Bear Story (Chile): The tale of a sad and lonely bear who lost his family when he was kidnapped by a circus.  After watching this movie, I suspect most children will be inclined to burn down the circus tent.  Though the visuals are quite good, I found the story to be an overly sad story.  In the end, he does not rejoin his family though he has created a puppet show of sorts that does show him rejoining them.  The melancholy score just accentuates the downbeat quality of the movie.

We Can't Live Without Cosmos (Russia): Two cosmonauts in training demonstrate that they are the top of the class.  It is clear that one is better than the other and goes to great efforts to help his partner get top marks.  Through the training, we see a rocket on the pad waiting for its crew.  Sure enough, the pair are chosen.  They suit up and then only one boards the rocket.  The other is the backup cosmonaut.  The mission ends in disaster.  The story then tells the tale of how the backup cosmonaut deals with the loss.  This is quite good though tragic.  Competent but basic animation, in line with a Saturday morning cartoon quality.

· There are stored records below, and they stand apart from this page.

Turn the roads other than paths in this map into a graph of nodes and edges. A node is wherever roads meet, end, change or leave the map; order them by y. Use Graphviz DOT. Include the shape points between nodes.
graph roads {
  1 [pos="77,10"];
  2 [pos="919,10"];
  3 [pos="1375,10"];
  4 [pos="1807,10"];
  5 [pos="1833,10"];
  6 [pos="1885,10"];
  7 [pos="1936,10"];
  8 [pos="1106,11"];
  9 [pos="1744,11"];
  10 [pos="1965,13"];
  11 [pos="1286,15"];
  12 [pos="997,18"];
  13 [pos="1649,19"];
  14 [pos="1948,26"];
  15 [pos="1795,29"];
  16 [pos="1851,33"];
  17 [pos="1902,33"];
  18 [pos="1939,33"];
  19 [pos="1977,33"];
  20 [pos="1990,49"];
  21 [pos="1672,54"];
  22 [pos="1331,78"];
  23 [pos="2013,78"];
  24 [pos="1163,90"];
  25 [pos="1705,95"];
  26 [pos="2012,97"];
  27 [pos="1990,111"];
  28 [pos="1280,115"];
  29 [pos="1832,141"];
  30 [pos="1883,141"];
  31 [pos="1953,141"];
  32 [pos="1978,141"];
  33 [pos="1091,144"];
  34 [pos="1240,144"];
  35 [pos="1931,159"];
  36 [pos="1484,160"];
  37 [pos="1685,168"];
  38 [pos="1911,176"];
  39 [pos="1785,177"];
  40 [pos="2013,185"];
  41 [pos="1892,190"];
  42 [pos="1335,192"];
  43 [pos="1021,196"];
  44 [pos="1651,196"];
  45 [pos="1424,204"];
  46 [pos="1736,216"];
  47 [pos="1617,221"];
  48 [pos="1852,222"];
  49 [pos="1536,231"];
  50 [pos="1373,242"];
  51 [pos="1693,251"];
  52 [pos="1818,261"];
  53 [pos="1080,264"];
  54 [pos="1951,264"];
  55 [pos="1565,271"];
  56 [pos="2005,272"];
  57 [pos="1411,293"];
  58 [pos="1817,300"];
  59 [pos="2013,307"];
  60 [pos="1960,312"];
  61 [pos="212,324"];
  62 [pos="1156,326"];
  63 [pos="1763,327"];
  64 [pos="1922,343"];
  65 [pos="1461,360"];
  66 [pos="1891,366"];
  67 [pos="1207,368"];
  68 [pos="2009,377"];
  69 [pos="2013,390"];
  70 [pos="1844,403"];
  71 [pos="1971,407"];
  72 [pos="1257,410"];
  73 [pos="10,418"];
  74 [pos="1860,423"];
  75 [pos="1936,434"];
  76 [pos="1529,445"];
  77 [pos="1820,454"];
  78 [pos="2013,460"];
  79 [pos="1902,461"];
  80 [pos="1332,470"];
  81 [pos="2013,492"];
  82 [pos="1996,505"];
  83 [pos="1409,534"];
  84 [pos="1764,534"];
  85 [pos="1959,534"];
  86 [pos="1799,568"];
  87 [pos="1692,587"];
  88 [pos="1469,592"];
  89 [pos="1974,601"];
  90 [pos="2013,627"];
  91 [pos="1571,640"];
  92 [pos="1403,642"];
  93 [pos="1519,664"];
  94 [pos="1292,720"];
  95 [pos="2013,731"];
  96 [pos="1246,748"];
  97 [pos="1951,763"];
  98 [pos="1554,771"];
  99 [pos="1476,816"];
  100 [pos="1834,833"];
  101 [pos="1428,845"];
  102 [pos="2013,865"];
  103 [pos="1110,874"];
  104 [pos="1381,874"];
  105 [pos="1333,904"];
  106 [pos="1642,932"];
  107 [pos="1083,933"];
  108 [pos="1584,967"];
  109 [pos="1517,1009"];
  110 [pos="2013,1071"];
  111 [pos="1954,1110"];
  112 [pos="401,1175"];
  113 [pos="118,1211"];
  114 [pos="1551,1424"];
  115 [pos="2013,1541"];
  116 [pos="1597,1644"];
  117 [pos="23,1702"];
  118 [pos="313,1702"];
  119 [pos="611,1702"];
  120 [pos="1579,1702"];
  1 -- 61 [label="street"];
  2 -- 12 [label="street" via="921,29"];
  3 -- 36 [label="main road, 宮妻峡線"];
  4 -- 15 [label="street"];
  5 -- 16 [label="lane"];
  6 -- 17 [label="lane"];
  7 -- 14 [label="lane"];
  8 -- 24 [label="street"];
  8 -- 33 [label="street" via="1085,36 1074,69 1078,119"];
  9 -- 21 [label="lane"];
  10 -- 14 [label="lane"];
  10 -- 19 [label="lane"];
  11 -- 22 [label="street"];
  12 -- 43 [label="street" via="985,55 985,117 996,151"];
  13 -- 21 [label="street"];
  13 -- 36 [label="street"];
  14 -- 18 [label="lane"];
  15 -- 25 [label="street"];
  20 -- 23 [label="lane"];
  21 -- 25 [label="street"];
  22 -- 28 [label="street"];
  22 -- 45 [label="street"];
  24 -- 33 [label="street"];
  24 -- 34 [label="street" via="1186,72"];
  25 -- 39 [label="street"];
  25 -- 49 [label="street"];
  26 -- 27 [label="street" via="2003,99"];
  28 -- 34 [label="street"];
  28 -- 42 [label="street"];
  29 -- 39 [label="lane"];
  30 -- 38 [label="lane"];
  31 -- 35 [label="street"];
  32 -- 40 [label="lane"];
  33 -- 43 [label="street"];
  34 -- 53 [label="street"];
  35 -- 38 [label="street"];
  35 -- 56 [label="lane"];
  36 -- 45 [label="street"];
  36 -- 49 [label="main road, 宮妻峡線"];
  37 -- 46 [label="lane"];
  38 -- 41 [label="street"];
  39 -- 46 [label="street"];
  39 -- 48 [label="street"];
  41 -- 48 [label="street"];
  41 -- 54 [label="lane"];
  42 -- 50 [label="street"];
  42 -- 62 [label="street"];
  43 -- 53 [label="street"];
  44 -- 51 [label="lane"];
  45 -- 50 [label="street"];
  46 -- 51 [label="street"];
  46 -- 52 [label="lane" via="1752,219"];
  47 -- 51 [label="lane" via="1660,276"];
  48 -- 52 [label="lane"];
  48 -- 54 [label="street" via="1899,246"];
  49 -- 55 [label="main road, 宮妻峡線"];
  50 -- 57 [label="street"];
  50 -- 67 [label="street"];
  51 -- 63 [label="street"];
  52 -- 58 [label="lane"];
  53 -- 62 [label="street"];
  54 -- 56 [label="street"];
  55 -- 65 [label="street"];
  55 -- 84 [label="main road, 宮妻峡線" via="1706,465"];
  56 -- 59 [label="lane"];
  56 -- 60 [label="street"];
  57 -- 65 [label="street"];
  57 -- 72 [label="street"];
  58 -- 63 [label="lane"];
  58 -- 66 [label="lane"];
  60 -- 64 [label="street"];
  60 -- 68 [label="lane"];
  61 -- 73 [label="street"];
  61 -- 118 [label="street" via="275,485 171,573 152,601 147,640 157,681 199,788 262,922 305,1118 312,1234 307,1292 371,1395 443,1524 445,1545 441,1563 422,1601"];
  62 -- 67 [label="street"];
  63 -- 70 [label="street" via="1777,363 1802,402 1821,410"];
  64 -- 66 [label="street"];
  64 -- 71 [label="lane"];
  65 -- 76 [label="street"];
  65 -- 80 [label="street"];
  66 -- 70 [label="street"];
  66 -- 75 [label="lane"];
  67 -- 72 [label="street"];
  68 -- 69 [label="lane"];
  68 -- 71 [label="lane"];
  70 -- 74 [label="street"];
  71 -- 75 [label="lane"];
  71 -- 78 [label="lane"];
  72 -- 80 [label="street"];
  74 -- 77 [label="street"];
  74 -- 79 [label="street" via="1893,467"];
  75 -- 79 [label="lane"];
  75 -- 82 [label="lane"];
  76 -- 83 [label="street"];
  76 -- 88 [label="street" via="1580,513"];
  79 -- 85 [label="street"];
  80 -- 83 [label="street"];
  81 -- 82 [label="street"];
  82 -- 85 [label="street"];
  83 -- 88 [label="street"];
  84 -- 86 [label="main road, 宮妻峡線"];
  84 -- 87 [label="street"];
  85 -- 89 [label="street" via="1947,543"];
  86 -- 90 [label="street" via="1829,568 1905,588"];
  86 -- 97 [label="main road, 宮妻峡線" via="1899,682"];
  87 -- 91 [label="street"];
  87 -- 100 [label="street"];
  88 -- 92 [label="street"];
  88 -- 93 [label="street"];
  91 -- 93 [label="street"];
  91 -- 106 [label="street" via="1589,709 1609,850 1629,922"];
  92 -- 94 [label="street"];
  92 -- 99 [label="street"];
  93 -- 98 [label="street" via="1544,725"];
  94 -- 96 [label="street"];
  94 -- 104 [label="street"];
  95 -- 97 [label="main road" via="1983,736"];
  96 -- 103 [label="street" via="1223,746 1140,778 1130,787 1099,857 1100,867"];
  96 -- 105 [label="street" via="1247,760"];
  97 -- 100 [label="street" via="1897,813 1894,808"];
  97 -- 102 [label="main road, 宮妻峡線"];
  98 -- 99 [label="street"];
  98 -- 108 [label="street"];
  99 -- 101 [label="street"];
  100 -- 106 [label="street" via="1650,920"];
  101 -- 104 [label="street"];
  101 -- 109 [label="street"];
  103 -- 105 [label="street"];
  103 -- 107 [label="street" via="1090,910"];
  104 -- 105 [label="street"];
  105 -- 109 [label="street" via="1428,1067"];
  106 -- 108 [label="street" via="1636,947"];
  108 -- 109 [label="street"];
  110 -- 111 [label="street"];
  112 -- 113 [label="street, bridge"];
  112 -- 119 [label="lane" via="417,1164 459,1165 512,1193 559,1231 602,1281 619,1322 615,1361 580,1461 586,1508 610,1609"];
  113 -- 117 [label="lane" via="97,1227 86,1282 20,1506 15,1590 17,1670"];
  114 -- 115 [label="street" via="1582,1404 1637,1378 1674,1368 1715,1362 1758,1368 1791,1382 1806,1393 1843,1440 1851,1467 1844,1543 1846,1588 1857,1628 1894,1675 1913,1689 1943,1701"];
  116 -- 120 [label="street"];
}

Prologue (Spain): The animation is stupendous in this short but that does not save it from the lack of a story.  Four soldiers, two of whom are inexplicably naked, meet in a grassy field.  A Greek Hoplite and one of the naked men face a Greek archer and the other naked man.  The battle is brutal and none of the men survive.  However, a young girl has witnessed the carnage and runs to inform an older woman.  The end.  Huh?  Whatever the point of this was, I missed it.
 
In addition to the nominees, there were several Highly Commended shorts, only three of which I can recall:
 
If I was a God (Canada): A Claymation short about a middle school boy with delusions of godhood.  Of course, our hero demonstrates he is an idiot by electrocuting himself rather than the frog he is dissecting.  Thinking that some of the incidents in his life indicate he may be a god, he ponders how the world would work if he were.  Interestingly, this is likely just the type of film a middle school student would enjoy.  Mostly pointless.
 
Catch It (France): A family of meerkats emerge from their burrow to spot a lovely fruit on a nearby tree.  They gaze lovingly upon it and even stroke the fruit.  Then a vulture scared them back into the burrow.  The vulture, complete with a Snidely Whiplash cackle, takes the fruit and flies off.  This is too much!  The meerkats give chase and thus commences a comedy of meerkat vs. vulture.  Mildly entertaining with decent 3D animation.
 
The Short Story of a Fox and a Mouse (France): A fox is pacing through a snowy woodland, hunting for a mouse.  Suddenly, a mouse pops out of the snow and dashes away with the fox in pursuit.  The mouse manages to escape the fox by climbing a tree only to find himself on a branch with two owls who show a similar interest as the fox.  As the mouse flees, fox and owls give chase.  These are not personified animals so there is no dialogue.  It seeks to be a feel-good short where the fox and the mouse become friends.  Meh.  Not bad but if this was Highly Commended, what must the rest of the field been?